Setelah lahan diusulkan, proses selanjutnya akan dilakukan oleh Kementerian Pekerjaan Umum dan Perumahan Rakyat yang akan melakukan survei lokasi. Survei tersebut bertujuan untuk memastikan kelayakan lahan sebelum pembangunan gedung permanen Sekolah Rakyat dilaksanakan.
“Yang penting sekarang siapkan tanahnya.

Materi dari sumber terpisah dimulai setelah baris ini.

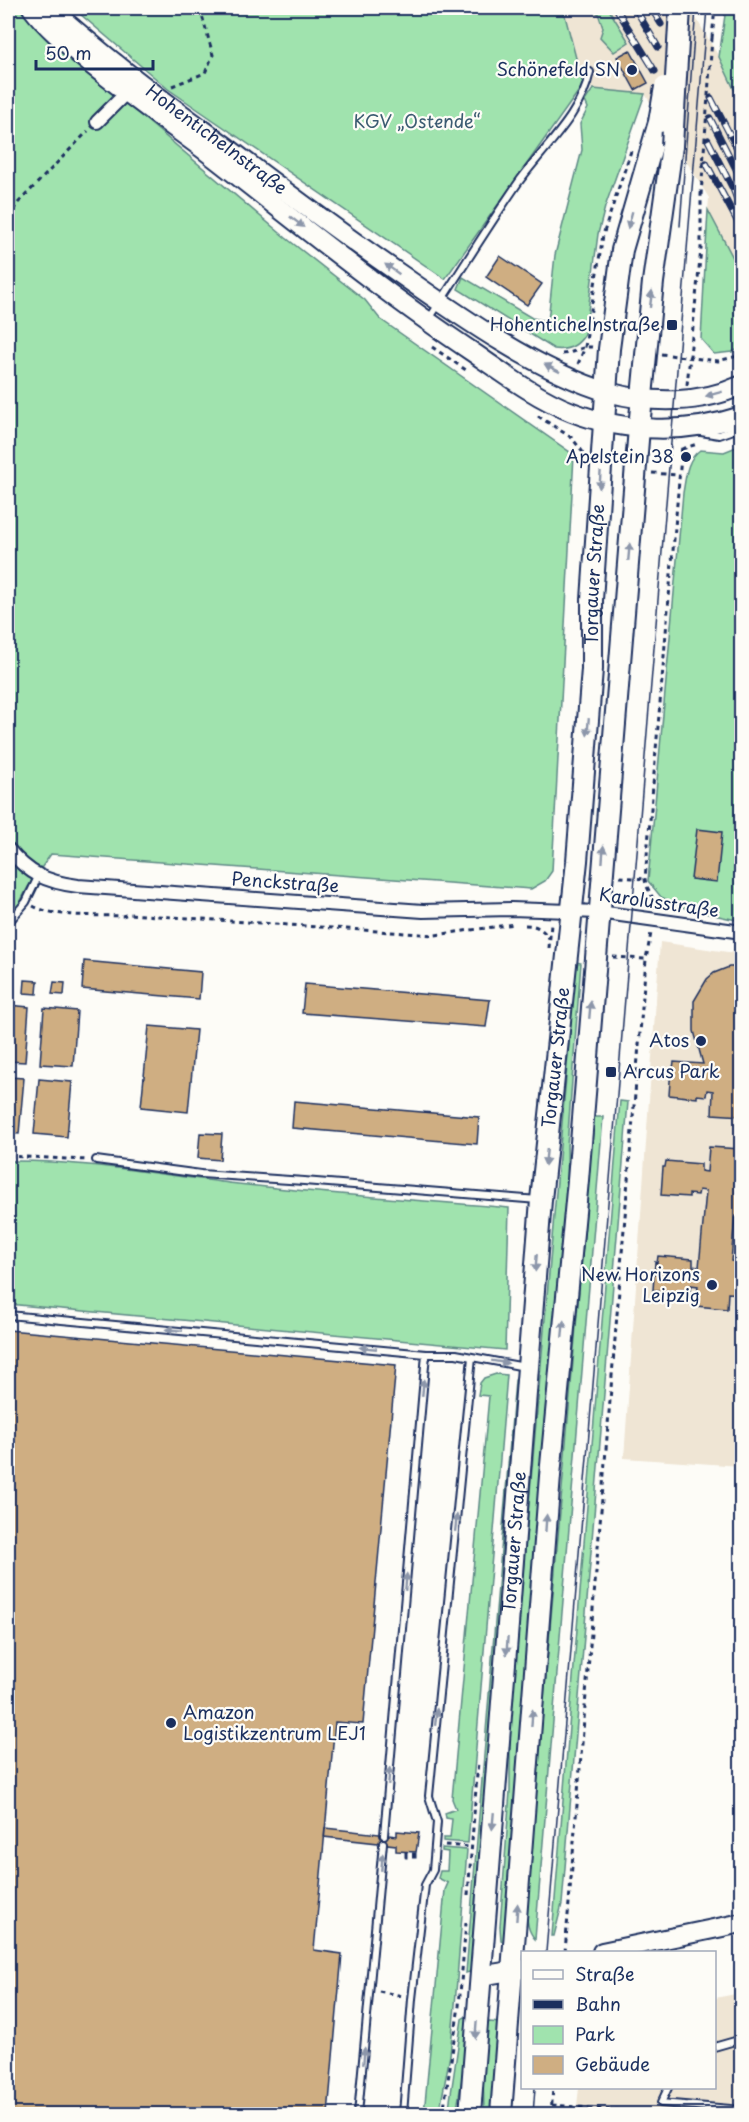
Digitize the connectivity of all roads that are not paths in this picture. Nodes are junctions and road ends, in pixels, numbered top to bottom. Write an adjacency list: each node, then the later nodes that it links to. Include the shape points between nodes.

Ayo kita jalan ya, Pak Wali,” kata Gus Ipul.
Gus Ipul menjelaskan, program Sekolah Rakyat merupakan inisiatif Presiden Prabowo Subianto yang ditujukan bagi anak-anak dari keluarga miskin dan miskin ekstrem. Program ini mengusung konsep pendidikan gratis berbasis asrama atau boarding school yang diharapkan dapat menjadi salah satu solusi dalam upaya pengentasan kemiskinan.

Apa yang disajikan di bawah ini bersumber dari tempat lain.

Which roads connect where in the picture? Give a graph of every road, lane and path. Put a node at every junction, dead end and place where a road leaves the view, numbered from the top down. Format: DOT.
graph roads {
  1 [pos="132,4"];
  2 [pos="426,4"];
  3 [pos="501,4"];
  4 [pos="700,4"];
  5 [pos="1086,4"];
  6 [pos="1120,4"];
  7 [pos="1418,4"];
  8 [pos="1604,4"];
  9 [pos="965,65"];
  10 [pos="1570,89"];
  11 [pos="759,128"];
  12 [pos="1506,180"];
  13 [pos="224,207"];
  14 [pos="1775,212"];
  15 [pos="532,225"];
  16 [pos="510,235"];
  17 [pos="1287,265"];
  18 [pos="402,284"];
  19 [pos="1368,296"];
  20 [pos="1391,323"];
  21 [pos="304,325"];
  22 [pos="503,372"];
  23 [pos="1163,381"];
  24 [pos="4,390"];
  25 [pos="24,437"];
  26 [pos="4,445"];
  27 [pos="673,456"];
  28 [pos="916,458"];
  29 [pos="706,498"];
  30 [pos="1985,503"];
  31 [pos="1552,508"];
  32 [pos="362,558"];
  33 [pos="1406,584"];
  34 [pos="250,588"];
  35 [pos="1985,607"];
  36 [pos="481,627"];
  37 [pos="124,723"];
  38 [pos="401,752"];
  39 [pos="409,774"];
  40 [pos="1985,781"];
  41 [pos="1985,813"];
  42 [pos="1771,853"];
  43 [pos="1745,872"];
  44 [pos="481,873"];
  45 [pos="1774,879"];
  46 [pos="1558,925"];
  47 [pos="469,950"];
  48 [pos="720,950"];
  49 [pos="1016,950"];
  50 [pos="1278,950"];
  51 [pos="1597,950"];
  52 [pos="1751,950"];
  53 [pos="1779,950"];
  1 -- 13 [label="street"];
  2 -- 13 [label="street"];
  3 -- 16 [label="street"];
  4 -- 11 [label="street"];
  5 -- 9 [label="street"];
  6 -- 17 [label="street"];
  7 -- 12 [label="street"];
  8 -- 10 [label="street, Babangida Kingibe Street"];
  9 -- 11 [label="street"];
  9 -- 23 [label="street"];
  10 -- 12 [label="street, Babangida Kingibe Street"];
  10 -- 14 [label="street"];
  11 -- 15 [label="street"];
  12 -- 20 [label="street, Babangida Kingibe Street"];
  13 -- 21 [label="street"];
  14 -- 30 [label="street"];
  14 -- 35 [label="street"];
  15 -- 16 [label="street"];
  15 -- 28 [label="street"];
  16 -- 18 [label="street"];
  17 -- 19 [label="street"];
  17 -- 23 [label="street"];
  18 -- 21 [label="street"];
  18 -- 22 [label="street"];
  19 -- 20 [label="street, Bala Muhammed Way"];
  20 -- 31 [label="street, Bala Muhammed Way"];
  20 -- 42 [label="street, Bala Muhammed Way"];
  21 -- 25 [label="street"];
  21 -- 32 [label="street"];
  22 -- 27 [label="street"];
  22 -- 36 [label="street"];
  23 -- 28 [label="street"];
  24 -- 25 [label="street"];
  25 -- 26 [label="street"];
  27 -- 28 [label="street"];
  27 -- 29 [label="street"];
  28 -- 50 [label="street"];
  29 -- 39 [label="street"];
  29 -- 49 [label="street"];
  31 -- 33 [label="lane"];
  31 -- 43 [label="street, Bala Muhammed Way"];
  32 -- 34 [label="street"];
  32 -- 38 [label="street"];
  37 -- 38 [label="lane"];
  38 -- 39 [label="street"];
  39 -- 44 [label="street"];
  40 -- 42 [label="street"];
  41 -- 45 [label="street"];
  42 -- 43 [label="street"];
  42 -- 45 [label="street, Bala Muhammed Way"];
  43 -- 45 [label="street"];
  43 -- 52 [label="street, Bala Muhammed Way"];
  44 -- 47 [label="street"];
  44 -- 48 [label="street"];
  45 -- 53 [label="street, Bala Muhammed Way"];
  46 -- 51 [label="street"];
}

Ia menegaskan bahwa Presiden Prabowo memberikan perhatian besar terhadap program tersebut dan secara langsung mengawal pelaksanaannya di berbagai daerah.
“Pak Prabowo enggak main-main dengan Sekolah Rakyat. Buktinya dikawal sendiri, kalau diundang acara Sekolah Rakyat beliau hampir selalu hadir,” ungkapnya.
Saat ini, di Kota Tasikmalaya, Jawa Barat, telah berdiri sekolah rintisan yakni Sekolah Rakyat Terintegrasi 41 Tasikmalaya. Sekolah tersebut berlokasi di Sambongpari, Kecamatan Mangkubumi, dan mulai beroperasi sejak Oktober 2025.
Sekolah Rakyat Terintegrasi 41 Tasikmalaya saat ini menampung 75 siswa, yang terdiri dari 25 siswa jenjang sekolah dasar dan 50 siswa jenjang sekolah menengah pertama. Keberadaan sekolah rintisan ini diharapkan menjadi fondasi awal sebelum pembangunan fasilitas pendidikan permanen dilakukan di wilayah tersebut.